Это Люда. Наверно… Любимая, вдруг это ты?
Иногда, вперебивку с трагическими монологами, вперебивку с разговорами с Богом, идут и античные сюжеты, как сколок из прошлого, библейские сюжеты, сюжеты русского средневековья. Как ни странно, эта перебивка не рассыпает книгу, а собирает её и придает большую глубину личной трагедии поэта, когда смерть любимой воспринимается читателем наравне с гибелью богов, наравне с библейскими героями.
Я плачу над страницами времён,
В которых жил, и помню сто имён
Моих расстриг с перекалённой бровью…
Десять лет поэт живет явно раздвоенной жизнью, иногда лишь с небрежностью вспоминая нынешнюю реальность:
Я уеду, дорогая…
У меня теперь другая.
Я с немилой жить хочу.
От нелюбой слать приветы,
С неродной водить советы,
Льнуть к холодному плечу…
Он признает изредка свою "измену" любимой, признает, как его родная Людмила переходит в память, в прошлое. Стихи обретают спокойную элегичность. Одновременно происходит и примирение с Богом, приближается пора смирения. Но наперекор сюжету книги, наперекор развитию темы, из глубин души поэта вновь и вновь прорывается:
Не уходи из памяти моей!
Снись по ночам, являйся на дороге…
Любимая, ещё не уходи!
Уже семь лет ты снишься мне живою,
И я опять в подушку воем вою…
Чего тебе, господь, не приведи!..
Время хоть и притупляет боль, но истинные чувства живут в человеке до конца жизни. Стихи Геннадия Русакова при всей их драматичности, при явном пессимизме автора, неожиданно дают читателю немало жизненных опор. Когда вся нынешняя культура как бы отрицает любовь, смеется над ней, признает её каким-то временным и низменным инстинктом — не более, читая стихи Русакова, чувствуешь право человека на большую любовь, на несмываемую, незабываемую любовь. А вспомним про мучительно тянувшуюся долгую любовь Иосифа Бродского, вспомним про несостоявшуюся драму любви у Алексея Прасолова… Нет, никуда не ушли и не уйдут великие чувства!

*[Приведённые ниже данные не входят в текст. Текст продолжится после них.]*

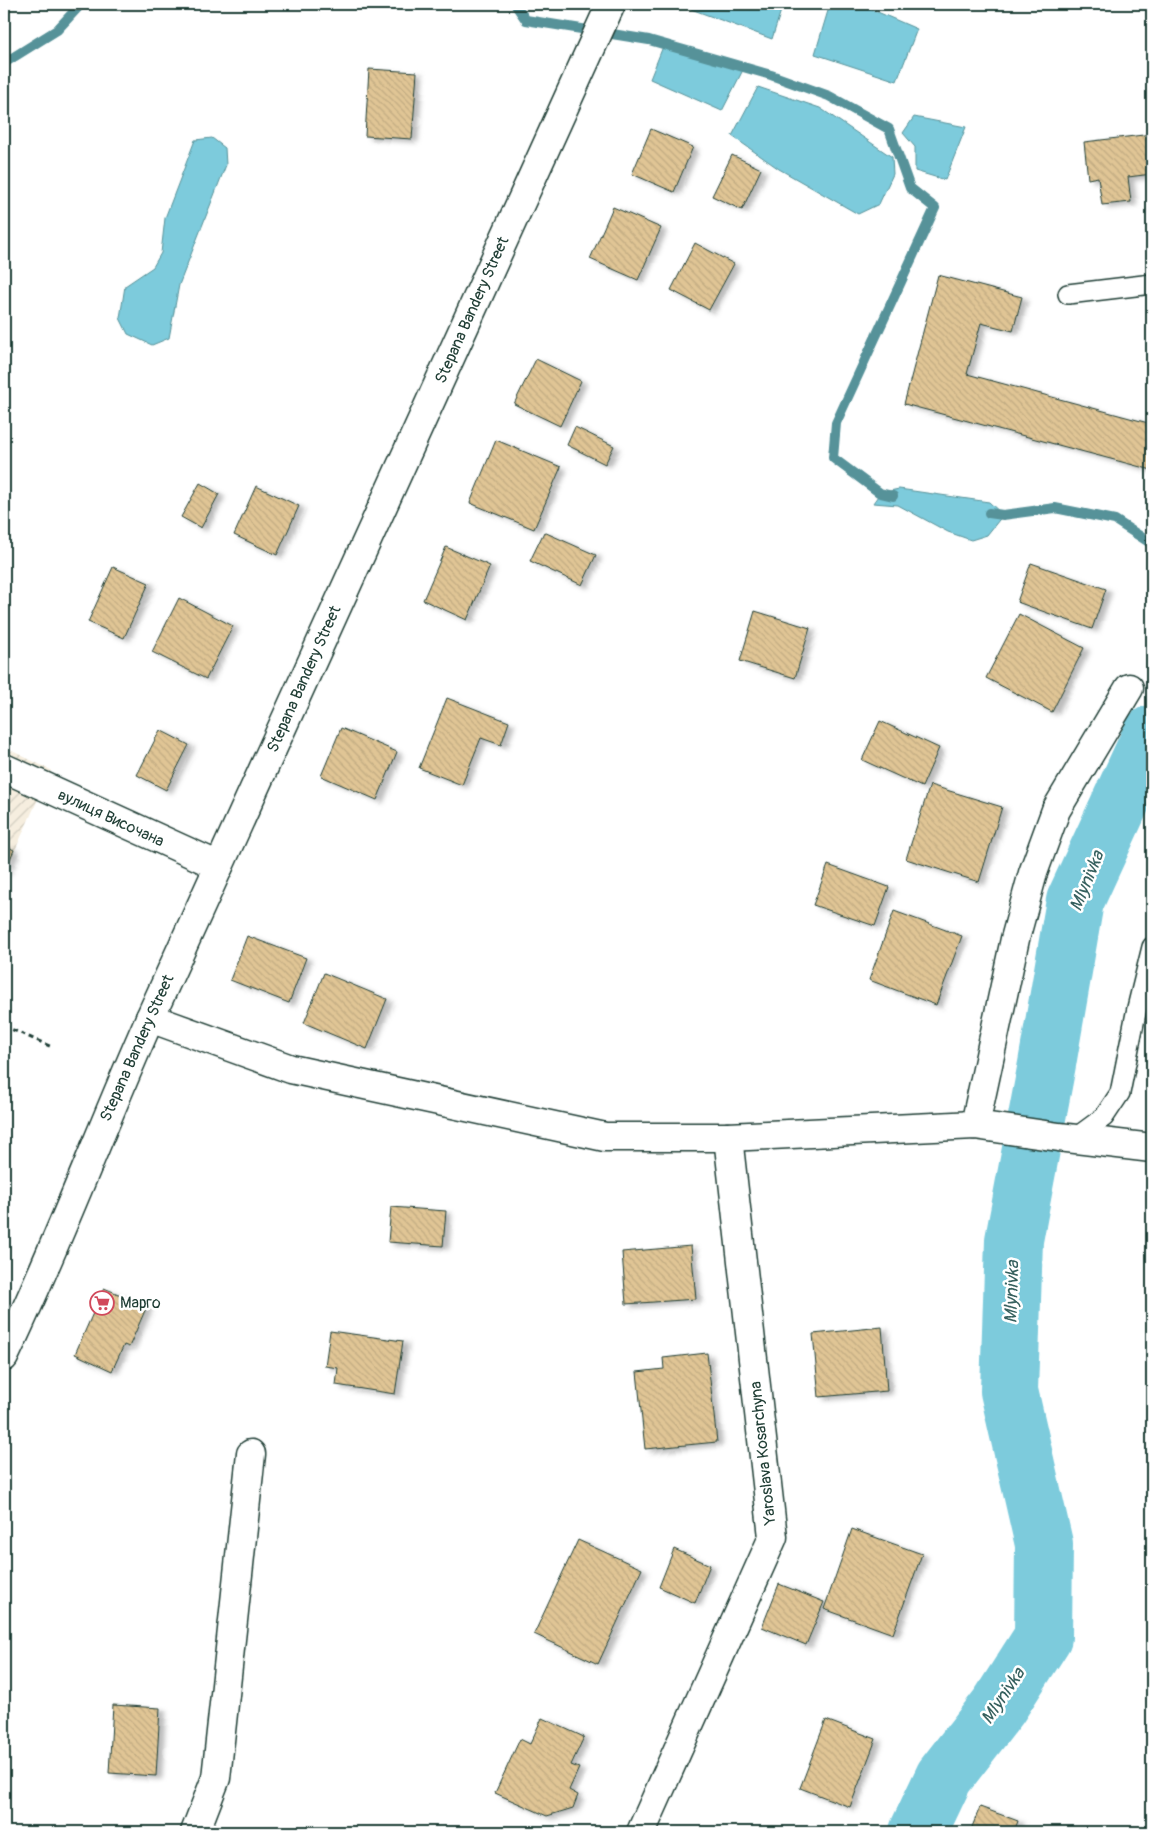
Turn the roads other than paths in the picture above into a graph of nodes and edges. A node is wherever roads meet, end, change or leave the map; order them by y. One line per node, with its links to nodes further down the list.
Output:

Скорее, закончится злое время пересмешников, столь нелюбимое Геннадием Русаковым.
У, злобное время моё!
А ваше — и злобней, и гаже.
Я вижу: кружит воронье
И крысы копаются в саже…
Для Геннадия Русакова поэзия — "горчайшее из творчеств", вот почему он яростно не приемлет все эти букеры-пукеры и ту временную литературу, которую щедро прославляют нынешние временщики от культуры. Нет, поэзия для него — это любовь и боль. Это надежда и нежность. Это удивление и сострадание. Поэтому он никогда не заигрывается со словом, ибо знает его высочайшую цену.